Paolo e la guerra
di Pierluigi Sullo (il manifesto, 20.07.2006)
Non so che effetto abbia fatto il gesto di Paolo Cacciari - che non ha votato sulle missioni militari italiane e si è dimesso da deputato - a chi pensa che il principio e la fine di ogni cosa si trova nella politica. A me ha fatto venire in mente una notte di gennaio del 1991, quando le prime bombe cadevano su Baghdad. Luigi Pintor disse: «Ma questa non è una guerra, è un massacro». Così, il giorno dopo la prima pagina del manifesto pronunciava un’unica, grande parola: «Massacro». Voleva dire: noi siamo contro la guerra in ogni caso, per principio. Tanto che fummo accusati, da molta sinistra, di essere schierati con il papa, la cui posizione era più o meno la stessa. Devo a Paolo, che, oltre a essere un socio fondatore della cooperativa Carta, è uno dei miei amici più intimi, delle scuse.
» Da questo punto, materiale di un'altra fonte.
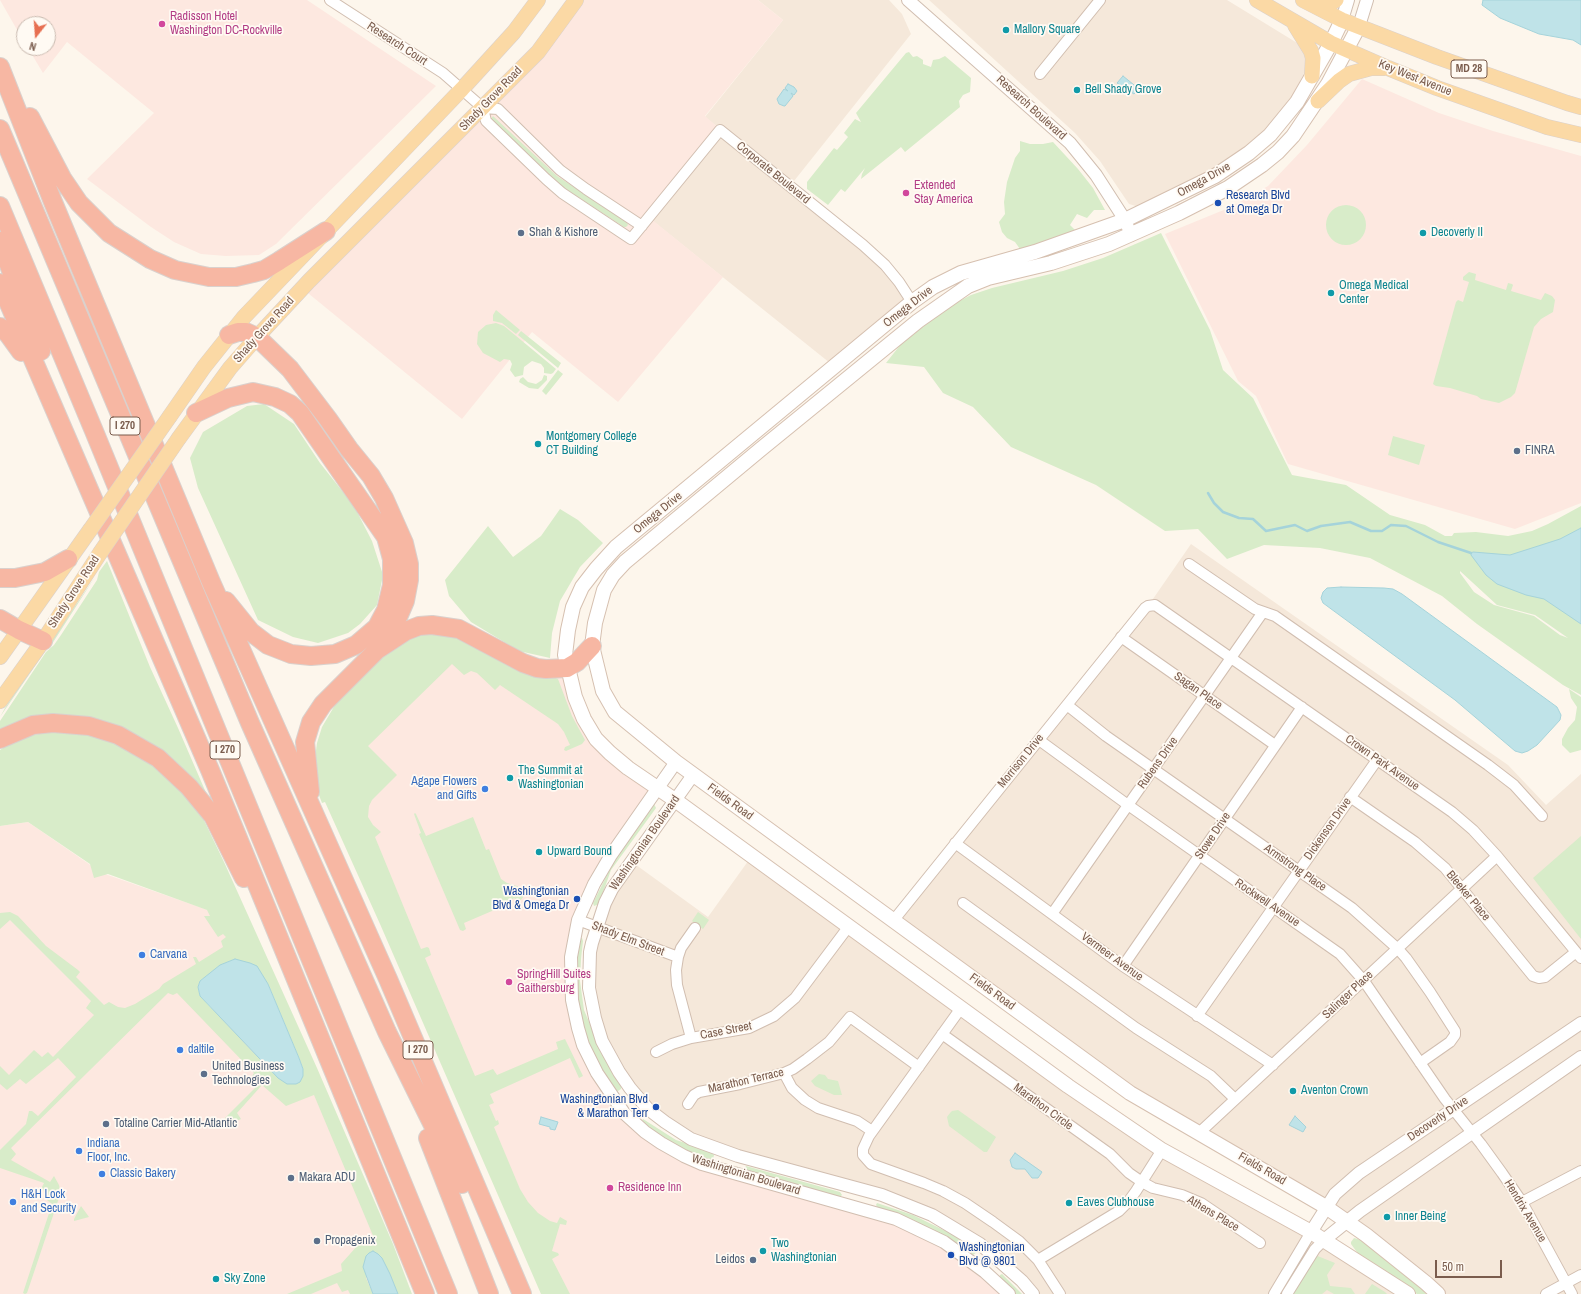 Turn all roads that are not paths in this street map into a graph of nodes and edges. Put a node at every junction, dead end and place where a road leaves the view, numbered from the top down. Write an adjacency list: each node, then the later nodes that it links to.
1 (330, 0): 21 (street, Research Court)
2 (538, 0): 21 (main road, Shady Grove Road)
3 (576, 0): 24 (main road, Shady Grove Road)
4 (908, 0): 28 (street, Research Boulevard)
5 (1100, 0): 19 (street)
6 (1257, 0): 12 (main road, Key West Avenue / MD 28)
7 (1336, 0): 10 (main road)
8 (1348, 0): 11 (street)
9 (1367, 0): 13 (street)
10 (1305, 1): 11 (main road, MD 28)
11 (1342, 20): 13 (main road, MD 28); 14 (main road, Omega Drive)
12 (1294, 22): 14 (main road, Key West Avenue / MD 28); 20 (main road)
13 (1359, 26): 15 (main road, Omega Drive); 23 (main road, MD 28)
14 (1330, 43): 15 (main road, Key West Avenue / MD 28); 20 (main road, Omega Drive)
15 (1347, 51): 18 (main road, Key West Avenue / MD 28); 22 (main road, Omega Drive)
16 (0, 60): 30 (highway)
17 (0, 67): 44 (highway, I 270)
18 (1388, 68): 22 (main road); 26 (main road, Key West Avenue / MD 28)
19 (1040, 74)
20 (1312, 76): 28 (main road, Omega Drive)
21 (462, 89): 24 (street, Corporate Boulevard); 30 (main road, Shady Grove Road)
22 (1318, 101): 31 (main road, Omega Drive)
23 (1581, 107)
24 (483, 108): 29 (street, Corporate Boulevard); 29 (street, Corporate Boulevard); 37 (main road, Shady Grove Road)
25 (0, 129): 96 (highway, I 270)
26 (1581, 135)
27 (0, 206): 130 (highway, I 270)
28 (1125, 220): 31 (street, Research Boulevard); 34 (main road, Omega Drive)
29 (642, 226): 34 (street, Corporate Boulevard)
30 (326, 231): 36 (main road, Shady Grove Road)
31 (1132, 235): 51 (main road, Omega Drive)
32 (0, 241): 40 (highway)
33 (0, 283): 38 (highway, I 270)
34 (912, 302): 55 (main road, Omega Drive)
35 (0, 327): 38 (highway)
36 (229, 335): 37 (highway); 41 (main road, Shady Grove Road, bridge)
37 (257, 337): 39 (main road, Shady Grove Road); 52 (highway)
38 (52, 404): 40 (highway, I 270)
39 (196, 413): 44 (highway); 50 (main road, Shady Grove Road, bridge)
40 (65, 436): 91 (highway, I 270)
41 (68, 560): 43 (highway); 48 (main road, Shady Grove Road)
42 (1189, 564): 46 (street)
43 (0, 578)
44 (211, 582): 71 (highway, I 270)
45 (1151, 604): 49 (street, Morrison Drive); 54 (street, Crown Park Avenue)
46 (1263, 612): 54 (street, Rubens Drive); 72 (street)
47 (0, 619): 48 (highway)
48 (19, 630): 50 (highway); 53 (main road, Shady Grove Road)
49 (1121, 637): 56 (street, Sagan Place); 58 (street, Morrison Drive)
50 (43, 641): 57 (main road, Shady Grove Road)
51 (592, 646): 55 (highway); 64 (main road, Fields Road)
52 (377, 650): 55 (highway); 71 (highway)
53 (0, 657)
54 (1231, 657): 56 (street, Rubens Drive); 59 (street, Crown Park Avenue)
55 (567, 668): 67 (main road)
56 (1205, 695): 62 (street, Sagan Place); 65 (street, Rubens Drive)
57 (0, 701)
58 (1067, 705): 61 (street, Morrison Drive); 65 (street, Armstrong Place)
59 (1302, 707): 62 (street, Stowe Drive); 63 (street, Crown Park Avenue)
60 (0, 739): 91 (highway)
61 (1039, 740): 70 (street, Rockwell Avenue); 74 (street, Morrison Drive)
62 (1276, 745): 73 (street, Stowe Drive)
63 (1377, 760): 68 (street, Dickenson Drive); 76 (street, Crown Park Avenue)
64 (676, 762): 66 (main road, Fields Road); 67 (street, Washingtonian Boulevard)
65 (1153, 769): 70 (street, Rubens Drive); 73 (street, Armstrong Place)
66 (693, 775): 69 (street, Washingtonian Boulevard); 83 (main road, Fields Road)
67 (657, 788): 69 (main road); 82 (street, Washingtonian Boulevard)
68 (1350, 797): 77 (street, Dickenson Drive); 78 (street, Bleeker Place)
69 (675, 800): 84 (street, Washingtonian Boulevard); 85 (main road)
70 (1128, 805): 75 (street, Rockwell Avenue); 81 (street, Rubens Drive)
71 (311, 808): 133 (highway, I 270)
72 (1542, 816)
73 (1225, 819): 75 (street, Stowe Drive); 77 (street, Armstrong Place)
74 (955, 843): 81 (street, Vermeer Avenue); 83 (street, Morrison Drive)
75 (1200, 856): 80 (street, Rockwell Avenue); 90 (street, Stowe Drive)
76 (1497, 856): 78 (street, Salinger Place); 88 (street, Crown Park Avenue)
77 (1299, 870): 80 (street, Dickenson Drive); 87 (street, Armstrong Place)
78 (1463, 889): 87 (street, Salinger Place); 88 (street, Bleeker Place)
79 (963, 903): 105 (street)
80 (1273, 907): 92 (street, Rockwell Avenue); 94 (street, Dickenson Drive)
81 (1052, 914): 90 (street, Vermeer Avenue)
82 (578, 920): 84 (street, Shady Elm Street); 114 (street, Washingtonian Boulevard)
83 (893, 921): 110 (main road, Fields Road)
84 (597, 926): 89 (street, Shady Elm Street); 112 (street, Washingtonian Boulevard)
85 (849, 926): 93 (main road); 98 (street, Case Street)
86 (695, 928): 89 (street)
87 (1398, 949): 92 (street, Salinger Place); 101 (street, Armstrong Place)
88 (1579, 955)
89 (678, 957): 98 (street)
90 (1124, 966): 94 (street, Vermeer Avenue)
91 (294, 972): 129 (highway, I 270)
92 (1364, 981): 101 (street, Rockwell Avenue); 102 (street, Salinger Place)
93 (961, 1008): 97 (street); 111 (main road)
94 (1197, 1016): 102 (street, Vermeer Avenue)
95 (1581, 1023): 107 (street, Decoverly Drive)
96 (387, 1032): 131 (highway, I 270); 132 (highway)
97 (942, 1034): 103 (street); 115 (street, Marathon Circle)
98 (691, 1038): 99 (street, Case Street)
99 (656, 1052)
100 (1581, 1058): 109 (street)
101 (1420, 1063): 107 (street, Rockwell Avenue)
102 (1272, 1064): 105 (street, Salinger Place)
103 (919, 1067): 104 (street, Marathon Terrace); 108 (street)
104 (784, 1073): 106 (street, Marathon Terrace); 108 (street)
105 (1235, 1099): 110 (street, Salinger Place)
106 (688, 1104)
107 (1453, 1108): 109 (street, Hendrix Avenue); 118 (street, Decoverly Drive)
108 (872, 1131): 125 (street)
109 (1472, 1132): 117 (street, Hendrix Avenue); 120 (street)
110 (1199, 1133): 118 (main road, Fields Road)
111 (1162, 1150): 115 (street); 121 (main road)
112 (738, 1156): 114 (street); 116 (street, Washingtonian Boulevard)
113 (1581, 1171): 117 (street)
114 (734, 1173): 119 (street, Washingtonian Boulevard)
115 (1142, 1182): 123 (street, Athens Place); 125 (street)
116 (865, 1190): 119 (street); 124 (street, Washingtonian Boulevard)
117 (1522, 1202): 128 (street, Hendrix Avenue)
118 (1326, 1207): 120 (main road, Fields Road); 121 (street, Decoverly Drive)
119 (859, 1208): 126 (street, Washingtonian Boulevard)
120 (1346, 1221): 122 (street); 140 (main road, Fields Road)
121 (1311, 1232): 122 (main road); 137 (street)
122 (1324, 1240): 138 (street); 139 (main road)
123 (1260, 1243)
124 (996, 1257): 126 (street); 135 (street, Washingtonian Boulevard)
125 (1038, 1260): 136 (street)
126 (985, 1272): 134 (street, Washingtonian Boulevard)
127 (1581, 1275): 128 (street)
128 (1566, 1283): 141 (street); 142 (street, Hendrix Avenue)
129 (425, 1294)
130 (448, 1294)
131 (489, 1294)
132 (513, 1294)
133 (522, 1294)
134 (1009, 1294)
135 (1033, 1294)
136 (1060, 1294)
137 (1274, 1294)
138 (1287, 1294)
139 (1408, 1294)
140 (1438, 1294)
141 (1546, 1294)
142 (1572, 1294) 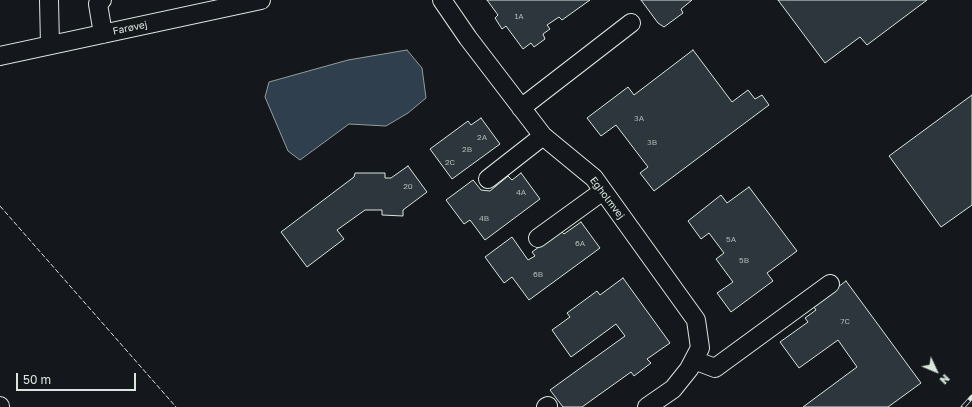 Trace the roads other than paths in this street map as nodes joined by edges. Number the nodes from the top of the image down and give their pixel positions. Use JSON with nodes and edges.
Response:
{"nodes":[{"id":1,"x":49,"y":0,"type":"edge"},
{"id":2,"x":102,"y":0,"type":"edge"},
{"id":3,"x":261,"y":0,"type":"edge"},
{"id":4,"x":442,"y":0,"type":"edge"},
{"id":5,"x":234,"y":3,"type":"edge"},
{"id":6,"x":631,"y":23,"type":"dead end"},
{"id":7,"x":103,"y":34,"type":"junction"},
{"id":8,"x":50,"y":45,"type":"junction"},
{"id":9,"x":0,"y":56,"type":"edge"},
{"id":10,"x":521,"y":108,"type":"junction"},
{"id":11,"x":543,"y":136,"type":"junction"},
{"id":12,"x":488,"y":179,"type":"dead end"},
{"id":13,"x":603,"y":191,"type":"junction"},
{"id":14,"x":538,"y":238,"type":"dead end"},
{"id":15,"x":830,"y":284,"type":"dead end"},
{"id":16,"x":694,"y":360,"type":"junction"},
{"id":17,"x":647,"y":407,"type":"edge"}],
"edges":[{"from":1,"to":8,"type":"street"},
{"from":2,"to":7,"type":"street"},
{"from":3,"to":5,"type":"street","name":"Farøvej"},
{"from":4,"to":10,"type":"street","name":"Egholmvej"},
{"from":5,"to":7,"type":"street","name":"Farøvej"},
{"from":6,"to":10,"type":"street"},
{"from":7,"to":8,"type":"street","name":"Farøvej"},
{"from":8,"to":9,"type":"street","name":"Farøvej"},
{"from":10,"to":11,"type":"street","name":"Egholmvej"},
{"from":11,"to":12,"type":"street"},
{"from":11,"to":13,"type":"street","name":"Egholmvej"},
{"from":13,"to":14,"type":"street"},
{"from":13,"to":16,"type":"street","name":"Egholmvej"},
{"from":15,"to":16,"type":"street"},
{"from":16,"to":17,"type":"street","name":"Egholmvej"}]}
Il meglio possibile
Perché ho cercato di convincerlo che sì, l’attuale maggioranza non riesce o non vuole troncare con la menzogna della «guerra umanitaria», ma che in fondo ora ci si ritira dall’Iraq, si mette in questione Enduring freedom in Afghanistan, si costituisce un osservatorio parlamentare sulle missioni all’estero, e insomma, alle condizioni date, quel che la camera ha votato ieri è il meglio possibile. Sono, grosso modo, le parole che Paolo ha adoperato nel suo breve intervento, ieri mattina. Tutt’e due, per altro, pensiamo che i mutamenti veri non avvengano nel governo o nel parlamento: caso mai, lì si può prenderne atto. Si può, come dice Marco Revelli, «ridurre il danno della politica». A patto che fuori, nella società, si crei il clima adatto, si diffonda consapevolezza e nascano movimenti.
E’ questo ad esempio il caso dell’acqua, che il governo ha dichiarato pubblica proprio mentre «liberalizzava" questo o quell’altro». O è il caso della Val di Susa, unico luogo in Italia dove la Legge obiettivo sia stata sospesa, tanto che i sindaci della valle corrono da una parte all’altra del paese a rispondere alla domanda: «Come possiamo riuscirci anche noi?». Ed è il caso dell’Iraq, paese nel quale la permanenza dei militari italiani è stata resa impossibile dall’avversione crescente di milioni di cittadini. Dunque, era la mia conclusione, non bisogna aspettarsi troppo dalle aule parlamentari o dai ministeri. Ma solo, appunto, il «meglio possibile». Non è una scelta bizzarra
Sottovalutavo però la condizione di Paolo, iscritto a Rifondazione comunista e deputato. Per noi che siamo fuori di lì, certo, è più facile. Così, lui ha deciso di fare una di quelle scelte che appaiono, alla normalità della politica, bizzarre. Ossia arrivare alla conclusione che quel tavolo, a cui la catastrofe della guerra si è seduta come un interlocutore tra altri, andava rovesciato. Se a queste condizioni non si riesce a cambiare strada, allora sono le condizioni che vanno rifiutate. Un gesto in cui si percepisce lo straordinario candore, la limpidezza, di quella signora nera che, in tempi di segregazione razziale nel sud degli Stati uniti, decise tranquillamente di andare a sedere nei posti riservati ai bianchi. Se posso permettermi di dare un consiglio al segretario di Rifondazione comunista e al presidente della camera, eviterei di trattare quello di Paolo Cacciari come un caso individuale, una stranezza. Perché non solo ha chiarito di colpo quanto vecchia sia la contrapposizione tra chi si oppone alle guerre sbagliate in nome della guerra giusta e chi cerca appunto di «limitare il danno», ma ha parlato alle orecchie dei milioni che aspirano a un mondo di pace.
Che a compiere quel gesto sia stato un deputato di Rifondazione comunista, partito che ha scelto la nonviolenza, è un onore.